Mas aqui também se faz alusão ao sagrado inexprimível através de representações de coisas alcançáveis na experiência — que não são mais que tentativas de antropomorfização da divindade (Deus com barba e com auréola triangular), sem falar no procedimento de animalização do Espírito Santo.

E então, sem poder elaborar verdadeiramente uma teologia negativa que diga somente o que Deus não é, e tentando uma contraditoriamente positiva, acaba-se por aceitar representações de Deus como se fosse um de nós. O que aparece até no início do Gênesis: se Deus fez o homem à própria imagem e semelhança, isso significa que o homem pode imaginar Deus à sua própria imagem e semelhança.

De certa forma, o cristianismo superou esta impossibilidade ao falar de uma divindade encarnada. A encarnação seria o artifício semiótico através do qual Deus se faz pensável e representável, compreensível também para os humildes — não apenas através da imagem de Jesus, mas também por meio da aparência daqueles que foram de certo modo mediadores do sagrado, como a Virgem e os santos.

Mas o predicamento ockhamista ressurge também nestes casos, pois nenhum dos que pintaram ou esculpiram retratos de Jesus ou da Virgem já os viu — pois a retratística de personagens evangélicos nasce séculos depois da morte de Cristo — e (caso se pretenda dar fé a estes achados) também o Mandylion, o linho da Verônica ou o Sudário aparecem em época bastante tardia.

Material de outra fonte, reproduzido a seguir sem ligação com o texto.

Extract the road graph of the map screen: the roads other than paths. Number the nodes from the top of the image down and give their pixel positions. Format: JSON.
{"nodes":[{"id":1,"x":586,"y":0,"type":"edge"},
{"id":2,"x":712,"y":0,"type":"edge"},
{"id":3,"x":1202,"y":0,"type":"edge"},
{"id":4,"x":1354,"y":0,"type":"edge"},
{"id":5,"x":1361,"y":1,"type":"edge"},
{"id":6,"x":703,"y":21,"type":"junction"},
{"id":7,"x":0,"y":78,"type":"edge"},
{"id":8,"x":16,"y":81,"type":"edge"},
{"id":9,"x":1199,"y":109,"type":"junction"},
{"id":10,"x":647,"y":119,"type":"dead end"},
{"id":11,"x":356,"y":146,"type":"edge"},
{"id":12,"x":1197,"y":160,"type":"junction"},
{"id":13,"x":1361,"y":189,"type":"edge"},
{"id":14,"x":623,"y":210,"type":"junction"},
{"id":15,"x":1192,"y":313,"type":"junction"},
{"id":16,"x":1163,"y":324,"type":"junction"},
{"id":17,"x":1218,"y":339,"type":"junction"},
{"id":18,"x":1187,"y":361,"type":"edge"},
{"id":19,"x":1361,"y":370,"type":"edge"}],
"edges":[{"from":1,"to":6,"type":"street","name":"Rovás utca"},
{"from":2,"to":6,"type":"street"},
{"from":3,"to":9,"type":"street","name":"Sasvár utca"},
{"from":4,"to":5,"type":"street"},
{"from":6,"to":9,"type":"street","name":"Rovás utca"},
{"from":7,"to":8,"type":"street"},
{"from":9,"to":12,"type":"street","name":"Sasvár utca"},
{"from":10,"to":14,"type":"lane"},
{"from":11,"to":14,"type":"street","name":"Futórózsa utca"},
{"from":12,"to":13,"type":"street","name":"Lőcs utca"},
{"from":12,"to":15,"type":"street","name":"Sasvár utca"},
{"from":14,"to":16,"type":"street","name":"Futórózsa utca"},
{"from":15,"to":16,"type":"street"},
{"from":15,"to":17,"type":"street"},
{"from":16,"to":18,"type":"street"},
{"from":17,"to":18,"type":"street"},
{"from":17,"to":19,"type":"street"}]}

Ora, se existe alguém que teve a experiência direta de Deus, este alguém são os místicos e, justamente por fidelidade à ideia de não perceptibilidade do sagrado e de impossioilidade de traduzi-lo em imagem, eles sempre descrevem a experiência do divino sob a forma da escuridão, da noite escura, do vazio e do silêncio.

Todos os grandes místicos afirmaram que, também na visão mística, que no entanto é dom inefável, pode haver imagem de Deus. Deus para o místico aparece como um Grande Nada.

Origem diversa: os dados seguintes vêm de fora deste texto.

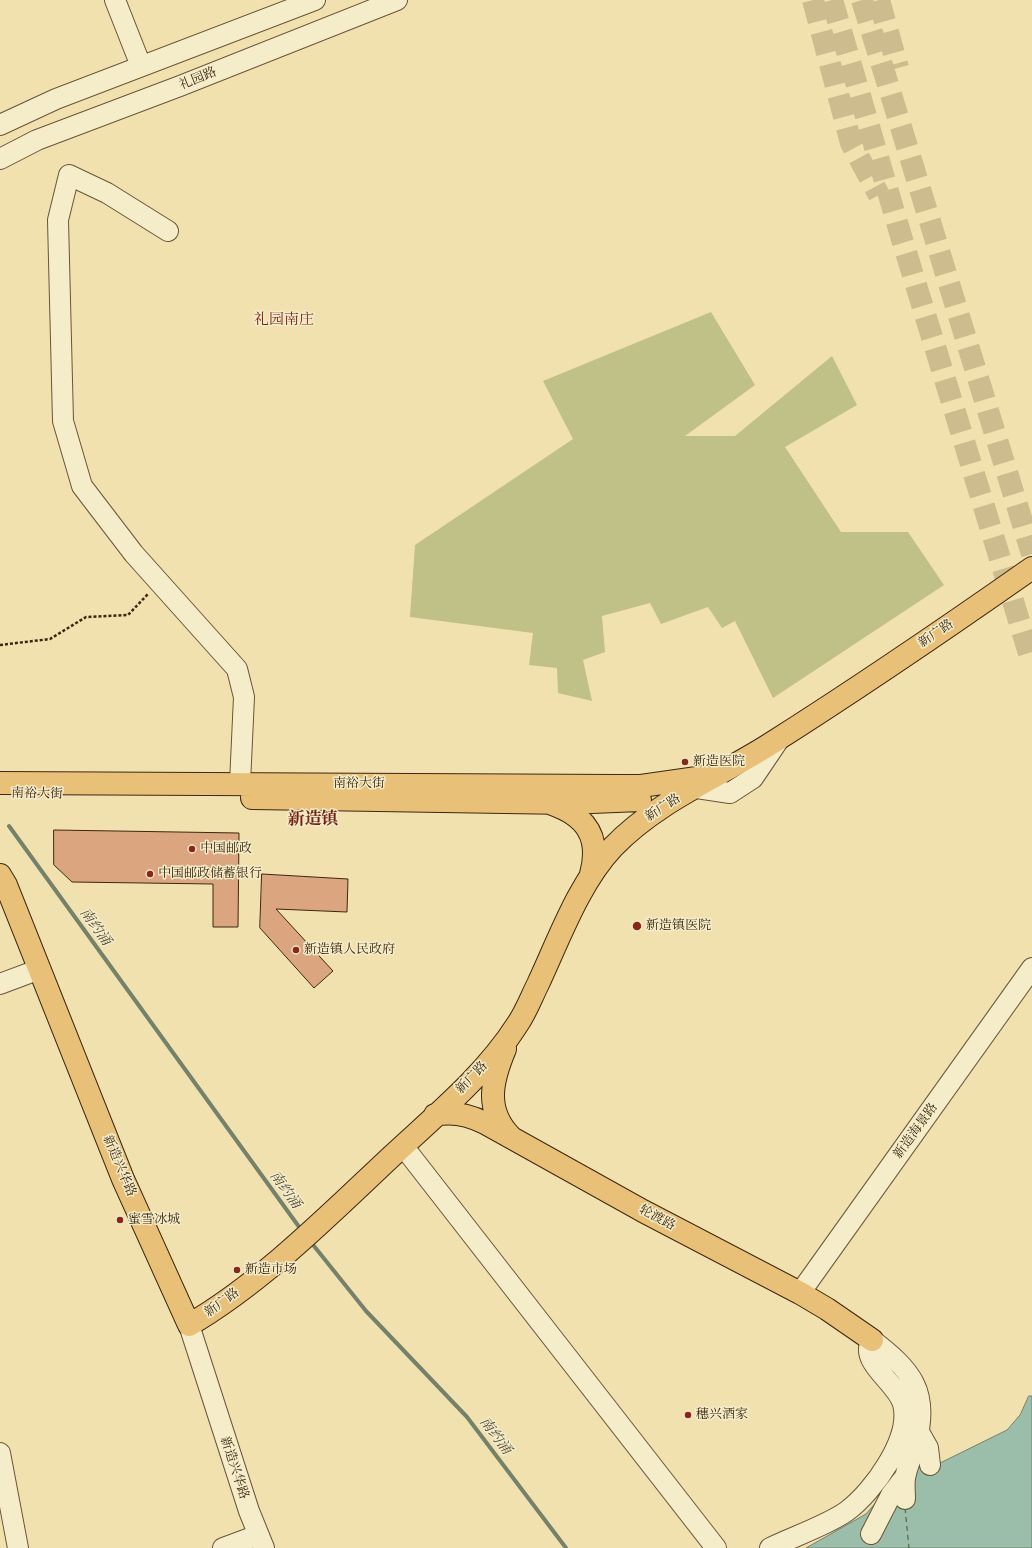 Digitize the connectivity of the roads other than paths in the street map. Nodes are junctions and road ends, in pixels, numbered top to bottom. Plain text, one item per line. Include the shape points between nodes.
1 (115, 0) edge
2 (397, 0) edge
3 (308, 1) edge
4 (141, 66) junction
5 (0, 125) edge
6 (0, 159) edge
7 (168, 231) dead end
8 (1032, 568) edge
9 (780, 738) junction
10 (717, 776) junction
11 (0, 783) edge
12 (240, 783) junction
13 (697, 788) junction
14 (0, 793) edge
15 (549, 802) junction
16 (0, 875) edge
17 (590, 879) junction
18 (1032, 968) edge
19 (40, 969) junction
20 (0, 984) edge
21 (511, 1034) junction
22 (435, 1115) junction
23 (518, 1142) junction
24 (403, 1146) junction
25 (800, 1293) junction
26 (189, 1325) junction
27 (872, 1340) junction
28 (919, 1432) junction
29 (0, 1453) edge
30 (930, 1465) dead end
31 (905, 1477) junction
32 (904, 1500) dead end
33 (871, 1534) dead end
34 (261, 1542) edge
35 (18, 1548) edge
36 (223, 1548) edge
37 (716, 1548) edge
38 (770, 1548) edge

1 - 4 street
2 - 6 street, 礼园路 via 37,140
3 - 4 street
4 - 5 street via 56,99
7 - 12 street via 107,193 69,175 58,220 63,422 82,486 134,554 237,669 244,697
8 - 9 main road, 新广路
9 - 10 main road, 新广路
9 - 13 street via 753,778 730,793
10 - 12 main road, 南裕大街 via 641,786
10 - 13 main road, 新广路
11 - 12 main road, 南裕大街
13 - 15 main road, 南裕大街 via 660,798
13 - 17 main road, 新广路 via 644,819 614,846
14 - 15 main road, 南裕大街
15 - 17 main road via 565,808 577,817 592,837 596,859
16 - 19 main road, 新造兴华路
17 - 21 main road, 新广路
18 - 25 street, 新造海景路
19 - 20 street
19 - 26 main road, 新造兴华路 via 123,1179
21 - 22 main road, 新广路 via 471,1081
21 - 23 main road via 494,1078 492,1097 500,1124
22 - 23 main road, 轮渡路 via 450,1113 468,1116
22 - 24 main road, 新广路
23 - 25 main road, 轮渡路
24 - 26 main road, 新广路 via 285,1253 217,1308
24 - 37 street
25 - 27 main road, 轮渡路
26 - 34 street, 新造兴华路
27 - 28 street via 900,1363 914,1380 921,1402
27 - 38 street via 868,1347 869,1356 903,1404 903,1425 896,1447 870,1490 846,1511
28 - 30 street via 928,1448
28 - 31 street
29 - 35 street
31 - 32 street
31 - 33 street via 891,1495
34 - 36 street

Diz Dionísio, o Cartuxo: “O, Deus amabilíssimo, tu mesmo és a luz e a esfera da luz, onde teus eleitos vão suavemente repousar, onde adormecem e dormem. És como um deserto amplíssimo, perfeitamente plano e incomensurável, no qual o coração verdadeiramente pio, purificado de qualquer amor particular, iluminado do alto e pleno de ardor, erra sem se perder, sucumbe beato e ao mesmo tempo se cura”.

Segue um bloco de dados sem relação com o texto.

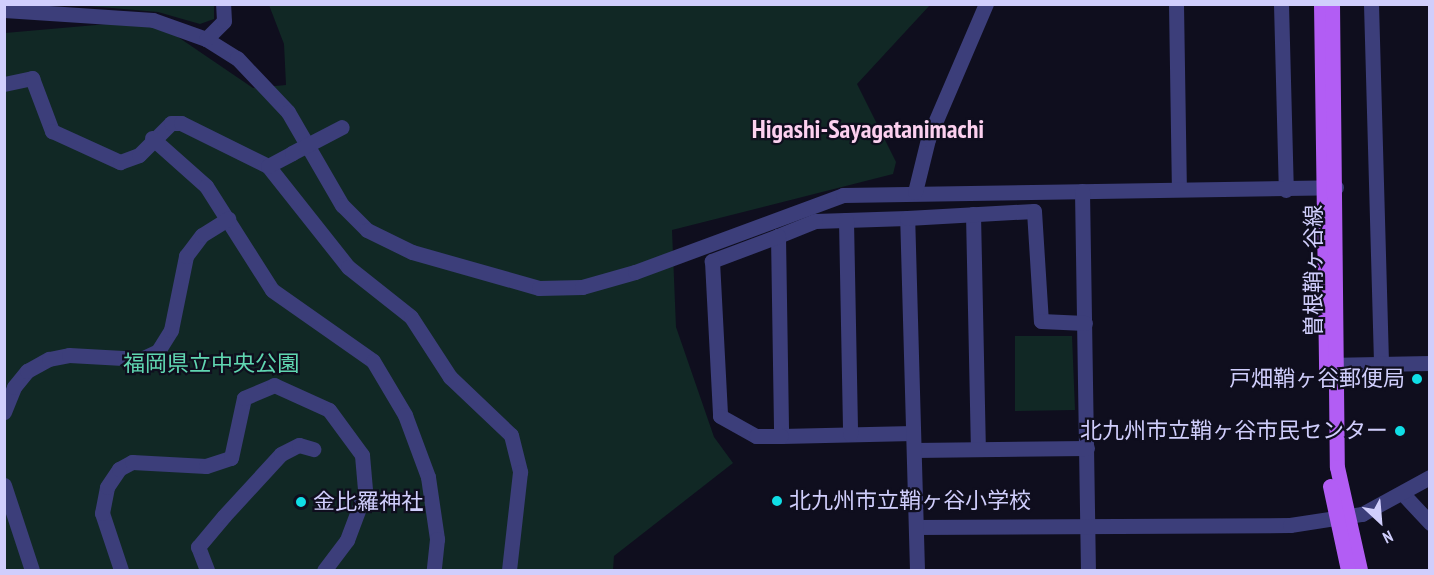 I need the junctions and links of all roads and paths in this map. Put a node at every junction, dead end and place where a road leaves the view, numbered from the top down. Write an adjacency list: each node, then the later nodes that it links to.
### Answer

Mestre Eckhart fala do abismo sem modo e sem forma da divindade silenciosa e deserta e quer entrar no fundamento simples, no deserto silencioso onde nunca se viu diversidade, nem Pai, nem Filho, nem Espírito Santo, no íntimo onde ninguém se encontra em casa; lá, aquela luz se apaga, lá ela é mais una que em si mesma, pois este fundamento é um silêncio simples que é imóvel em si. Só assim a alma atinge a suprema beatitude, lançando-se na divindade deserta onde não há obra nem imagem.

Johannes Tauler escreve nas Prédicas:

O espírito purificado e clarificado mergulha nas trevas divinas, num silêncio mudo e numa união incompreensível e inefável, e neste mergulhar perde-se qualquer igualdade e qualquer desigualdade, e neste abismo o espírito perde-se a si mesmo e não sabe nem de Deus nem de si mesmo, não conhece nem igual nem desigual, nem o que quer que seja, pois mergulhou na unidade de Deus e esqueceu todas as diferenças.

 

E diz que se chega à verdadeira simplicidade por meio dos sentidos fechados, da ausência das imagens e do desprezo de si mesmo. Em todo evento e em todo ato externo é preciso dominar os próprios sentidos, pois na verdade os sentidos levam o homem para fora de si e provocam nele imagens estranhas. Há o exemplo de um padre de vida santa que, tendo de sair de sua cela no mês de maio, tapou os olhos com o capuz da túnica. Quando lhe perguntaram por que fazia isso, ele disse: “Defendo meus olhos da visão das árvores, para não ser impedido nas visões do meu espírito. Ó queridos filhos, se a visão do bosque selvagem já causava impedimento àquele homem, quanto nos deve ser danosa a variedade das coisas mundanas e frívolas!”